::: Provided data :::

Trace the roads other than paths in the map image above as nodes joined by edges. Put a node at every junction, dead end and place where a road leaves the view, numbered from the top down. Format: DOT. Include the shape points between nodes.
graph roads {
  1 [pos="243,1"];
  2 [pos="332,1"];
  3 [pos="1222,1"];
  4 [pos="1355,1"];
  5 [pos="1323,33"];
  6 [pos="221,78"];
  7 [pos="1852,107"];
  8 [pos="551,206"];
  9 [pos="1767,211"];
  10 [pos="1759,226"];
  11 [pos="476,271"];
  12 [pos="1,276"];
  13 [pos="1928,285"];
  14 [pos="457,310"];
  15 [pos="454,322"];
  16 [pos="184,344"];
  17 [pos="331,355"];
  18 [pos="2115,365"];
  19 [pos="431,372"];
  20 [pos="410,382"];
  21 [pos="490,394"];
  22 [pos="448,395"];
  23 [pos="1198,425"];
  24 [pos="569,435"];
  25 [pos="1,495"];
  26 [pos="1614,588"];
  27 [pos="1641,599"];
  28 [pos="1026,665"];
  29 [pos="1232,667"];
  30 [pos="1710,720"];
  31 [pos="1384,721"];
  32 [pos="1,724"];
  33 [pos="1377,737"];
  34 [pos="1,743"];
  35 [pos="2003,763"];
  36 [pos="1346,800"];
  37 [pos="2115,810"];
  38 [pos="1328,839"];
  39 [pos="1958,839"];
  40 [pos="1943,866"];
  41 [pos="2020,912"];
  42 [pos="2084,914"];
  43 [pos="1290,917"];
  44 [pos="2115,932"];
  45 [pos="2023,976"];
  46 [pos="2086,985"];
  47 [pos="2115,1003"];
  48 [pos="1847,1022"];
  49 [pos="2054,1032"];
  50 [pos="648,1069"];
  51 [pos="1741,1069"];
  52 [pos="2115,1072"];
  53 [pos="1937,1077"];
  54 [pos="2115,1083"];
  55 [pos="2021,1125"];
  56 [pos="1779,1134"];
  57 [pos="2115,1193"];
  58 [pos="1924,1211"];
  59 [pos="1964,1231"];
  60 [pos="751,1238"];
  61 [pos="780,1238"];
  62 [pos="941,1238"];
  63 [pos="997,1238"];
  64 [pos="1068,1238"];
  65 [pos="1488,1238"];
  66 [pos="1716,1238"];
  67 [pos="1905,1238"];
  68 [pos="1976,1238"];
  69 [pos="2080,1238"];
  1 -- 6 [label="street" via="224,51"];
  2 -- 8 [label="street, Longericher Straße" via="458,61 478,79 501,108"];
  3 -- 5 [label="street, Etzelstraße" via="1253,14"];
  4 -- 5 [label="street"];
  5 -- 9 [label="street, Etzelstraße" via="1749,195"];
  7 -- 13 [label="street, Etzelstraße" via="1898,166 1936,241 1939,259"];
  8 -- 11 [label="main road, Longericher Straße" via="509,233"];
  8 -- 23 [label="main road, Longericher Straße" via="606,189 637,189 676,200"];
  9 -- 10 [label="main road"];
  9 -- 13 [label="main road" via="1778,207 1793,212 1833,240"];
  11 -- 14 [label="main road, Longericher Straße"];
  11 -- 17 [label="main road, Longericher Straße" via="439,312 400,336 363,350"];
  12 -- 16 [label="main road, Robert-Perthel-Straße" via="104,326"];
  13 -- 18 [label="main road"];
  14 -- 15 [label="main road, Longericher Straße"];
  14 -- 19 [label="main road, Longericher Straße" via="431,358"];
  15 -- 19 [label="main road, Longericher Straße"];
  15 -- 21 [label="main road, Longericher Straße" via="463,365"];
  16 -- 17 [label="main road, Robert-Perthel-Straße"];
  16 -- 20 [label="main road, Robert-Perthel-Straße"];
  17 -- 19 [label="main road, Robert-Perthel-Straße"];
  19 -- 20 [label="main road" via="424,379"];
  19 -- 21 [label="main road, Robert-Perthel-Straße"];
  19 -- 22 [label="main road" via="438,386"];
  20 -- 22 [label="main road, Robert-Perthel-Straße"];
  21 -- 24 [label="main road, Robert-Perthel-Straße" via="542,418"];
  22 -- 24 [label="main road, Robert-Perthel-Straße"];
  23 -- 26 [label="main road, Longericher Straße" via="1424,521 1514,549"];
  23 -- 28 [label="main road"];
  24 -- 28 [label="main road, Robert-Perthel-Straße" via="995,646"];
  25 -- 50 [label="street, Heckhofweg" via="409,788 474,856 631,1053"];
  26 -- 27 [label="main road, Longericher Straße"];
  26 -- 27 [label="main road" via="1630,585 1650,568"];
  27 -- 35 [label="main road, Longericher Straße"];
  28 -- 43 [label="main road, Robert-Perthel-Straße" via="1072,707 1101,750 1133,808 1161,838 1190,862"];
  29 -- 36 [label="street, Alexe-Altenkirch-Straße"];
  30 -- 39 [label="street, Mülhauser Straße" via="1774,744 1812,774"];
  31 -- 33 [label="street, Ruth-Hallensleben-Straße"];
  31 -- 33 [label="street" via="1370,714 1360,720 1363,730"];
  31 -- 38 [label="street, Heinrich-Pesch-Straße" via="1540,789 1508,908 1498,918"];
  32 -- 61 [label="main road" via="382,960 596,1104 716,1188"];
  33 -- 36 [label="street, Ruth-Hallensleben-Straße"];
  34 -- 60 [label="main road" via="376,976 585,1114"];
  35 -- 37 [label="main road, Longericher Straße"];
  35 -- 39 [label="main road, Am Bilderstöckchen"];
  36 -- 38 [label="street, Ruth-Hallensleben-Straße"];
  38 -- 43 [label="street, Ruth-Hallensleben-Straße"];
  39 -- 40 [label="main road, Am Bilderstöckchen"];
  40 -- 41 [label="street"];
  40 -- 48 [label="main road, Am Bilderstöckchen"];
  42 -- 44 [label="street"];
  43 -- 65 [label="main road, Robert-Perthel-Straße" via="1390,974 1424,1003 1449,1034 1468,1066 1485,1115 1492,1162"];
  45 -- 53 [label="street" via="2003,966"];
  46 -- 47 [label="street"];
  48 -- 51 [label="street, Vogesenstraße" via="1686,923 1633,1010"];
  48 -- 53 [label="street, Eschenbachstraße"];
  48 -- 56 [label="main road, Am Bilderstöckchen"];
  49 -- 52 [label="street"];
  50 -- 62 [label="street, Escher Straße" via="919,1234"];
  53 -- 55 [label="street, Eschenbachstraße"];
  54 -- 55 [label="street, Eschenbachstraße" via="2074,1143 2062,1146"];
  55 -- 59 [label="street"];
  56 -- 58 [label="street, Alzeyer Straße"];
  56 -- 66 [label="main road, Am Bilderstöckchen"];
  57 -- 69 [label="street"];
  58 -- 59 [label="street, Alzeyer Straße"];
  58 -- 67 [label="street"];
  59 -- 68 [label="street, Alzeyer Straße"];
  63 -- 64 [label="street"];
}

:::

Brief: Return each entry above exactly, leaving none out.

Answer section:
Trace the roads other than paths in the map image above as nodes joined by edges. Put a node at every junction, dead end and place where a road leaves the view, numbered from the top down. Format: DOT. Include the shape points between nodes.
graph roads {
  1 [pos="243,1"];
  2 [pos="332,1"];
  3 [pos="1222,1"];
  4 [pos="1355,1"];
  5 [pos="1323,33"];
  6 [pos="221,78"];
  7 [pos="1852,107"];
  8 [pos="551,206"];
  9 [pos="1767,211"];
  10 [pos="1759,226"];
  11 [pos="476,271"];
  12 [pos="1,276"];
  13 [pos="1928,285"];
  14 [pos="457,310"];
  15 [pos="454,322"];
  16 [pos="184,344"];
  17 [pos="331,355"];
  18 [pos="2115,365"];
  19 [pos="431,372"];
  20 [pos="410,382"];
  21 [pos="490,394"];
  22 [pos="448,395"];
  23 [pos="1198,425"];
  24 [pos="569,435"];
  25 [pos="1,495"];
  26 [pos="1614,588"];
  27 [pos="1641,599"];
  28 [pos="1026,665"];
  29 [pos="1232,667"];
  30 [pos="1710,720"];
  31 [pos="1384,721"];
  32 [pos="1,724"];
  33 [pos="1377,737"];
  34 [pos="1,743"];
  35 [pos="2003,763"];
  36 [pos="1346,800"];
  37 [pos="2115,810"];
  38 [pos="1328,839"];
  39 [pos="1958,839"];
  40 [pos="1943,866"];
  41 [pos="2020,912"];
  42 [pos="2084,914"];
  43 [pos="1290,917"];
  44 [pos="2115,932"];
  45 [pos="2023,976"];
  46 [pos="2086,985"];
  47 [pos="2115,1003"];
  48 [pos="1847,1022"];
  49 [pos="2054,1032"];
  50 [pos="648,1069"];
  51 [pos="1741,1069"];
  52 [pos="2115,1072"];
  53 [pos="1937,1077"];
  54 [pos="2115,1083"];
  55 [pos="2021,1125"];
  56 [pos="1779,1134"];
  57 [pos="2115,1193"];
  58 [pos="1924,1211"];
  59 [pos="1964,1231"];
  60 [pos="751,1238"];
  61 [pos="780,1238"];
  62 [pos="941,1238"];
  63 [pos="997,1238"];
  64 [pos="1068,1238"];
  65 [pos="1488,1238"];
  66 [pos="1716,1238"];
  67 [pos="1905,1238"];
  68 [pos="1976,1238"];
  69 [pos="2080,1238"];
  1 -- 6 [label="street" via="224,51"];
  2 -- 8 [label="street, Longericher Straße" via="458,61 478,79 501,108"];
  3 -- 5 [label="street, Etzelstraße" via="1253,14"];
  4 -- 5 [label="street"];
  5 -- 9 [label="street, Etzelstraße" via="1749,195"];
  7 -- 13 [label="street, Etzelstraße" via="1898,166 1936,241 1939,259"];
  8 -- 11 [label="main road, Longericher Straße" via="509,233"];
  8 -- 23 [label="main road, Longericher Straße" via="606,189 637,189 676,200"];
  9 -- 10 [label="main road"];
  9 -- 13 [label="main road" via="1778,207 1793,212 1833,240"];
  11 -- 14 [label="main road, Longericher Straße"];
  11 -- 17 [label="main road, Longericher Straße" via="439,312 400,336 363,350"];
  12 -- 16 [label="main road, Robert-Perthel-Straße" via="104,326"];
  13 -- 18 [label="main road"];
  14 -- 15 [label="main road, Longericher Straße"];
  14 -- 19 [label="main road, Longericher Straße" via="431,358"];
  15 -- 19 [label="main road, Longericher Straße"];
  15 -- 21 [label="main road, Longericher Straße" via="463,365"];
  16 -- 17 [label="main road, Robert-Perthel-Straße"];
  16 -- 20 [label="main road, Robert-Perthel-Straße"];
  17 -- 19 [label="main road, Robert-Perthel-Straße"];
  19 -- 20 [label="main road" via="424,379"];
  19 -- 21 [label="main road, Robert-Perthel-Straße"];
  19 -- 22 [label="main road" via="438,386"];
  20 -- 22 [label="main road, Robert-Perthel-Straße"];
  21 -- 24 [label="main road, Robert-Perthel-Straße" via="542,418"];
  22 -- 24 [label="main road, Robert-Perthel-Straße"];
  23 -- 26 [label="main road, Longericher Straße" via="1424,521 1514,549"];
  23 -- 28 [label="main road"];
  24 -- 28 [label="main road, Robert-Perthel-Straße" via="995,646"];
  25 -- 50 [label="street, Heckhofweg" via="409,788 474,856 631,1053"];
  26 -- 27 [label="main road, Longericher Straße"];
  26 -- 27 [label="main road" via="1630,585 1650,568"];
  27 -- 35 [label="main road, Longericher Straße"];
  28 -- 43 [label="main road, Robert-Perthel-Straße" via="1072,707 1101,750 1133,808 1161,838 1190,862"];
  29 -- 36 [label="street, Alexe-Altenkirch-Straße"];
  30 -- 39 [label="street, Mülhauser Straße" via="1774,744 1812,774"];
  31 -- 33 [label="street, Ruth-Hallensleben-Straße"];
  31 -- 33 [label="street" via="1370,714 1360,720 1363,730"];
  31 -- 38 [label="street, Heinrich-Pesch-Straße" via="1540,789 1508,908 1498,918"];
  32 -- 61 [label="main road" via="382,960 596,1104 716,1188"];
  33 -- 36 [label="street, Ruth-Hallensleben-Straße"];
  34 -- 60 [label="main road" via="376,976 585,1114"];
  35 -- 37 [label="main road, Longericher Straße"];
  35 -- 39 [label="main road, Am Bilderstöckchen"];
  36 -- 38 [label="street, Ruth-Hallensleben-Straße"];
  38 -- 43 [label="street, Ruth-Hallensleben-Straße"];
  39 -- 40 [label="main road, Am Bilderstöckchen"];
  40 -- 41 [label="street"];
  40 -- 48 [label="main road, Am Bilderstöckchen"];
  42 -- 44 [label="street"];
  43 -- 65 [label="main road, Robert-Perthel-Straße" via="1390,974 1424,1003 1449,1034 1468,1066 1485,1115 1492,1162"];
  45 -- 53 [label="street" via="2003,966"];
  46 -- 47 [label="street"];
  48 -- 51 [label="street, Vogesenstraße" via="1686,923 1633,1010"];
  48 -- 53 [label="street, Eschenbachstraße"];
  48 -- 56 [label="main road, Am Bilderstöckchen"];
  49 -- 52 [label="street"];
  50 -- 62 [label="street, Escher Straße" via="919,1234"];
  53 -- 55 [label="street, Eschenbachstraße"];
  54 -- 55 [label="street, Eschenbachstraße" via="2074,1143 2062,1146"];
  55 -- 59 [label="street"];
  56 -- 58 [label="street, Alzeyer Straße"];
  56 -- 66 [label="main road, Am Bilderstöckchen"];
  57 -- 69 [label="street"];
  58 -- 59 [label="street, Alzeyer Straße"];
  58 -- 67 [label="street"];
  59 -- 68 [label="street, Alzeyer Straße"];
  63 -- 64 [label="street"];
}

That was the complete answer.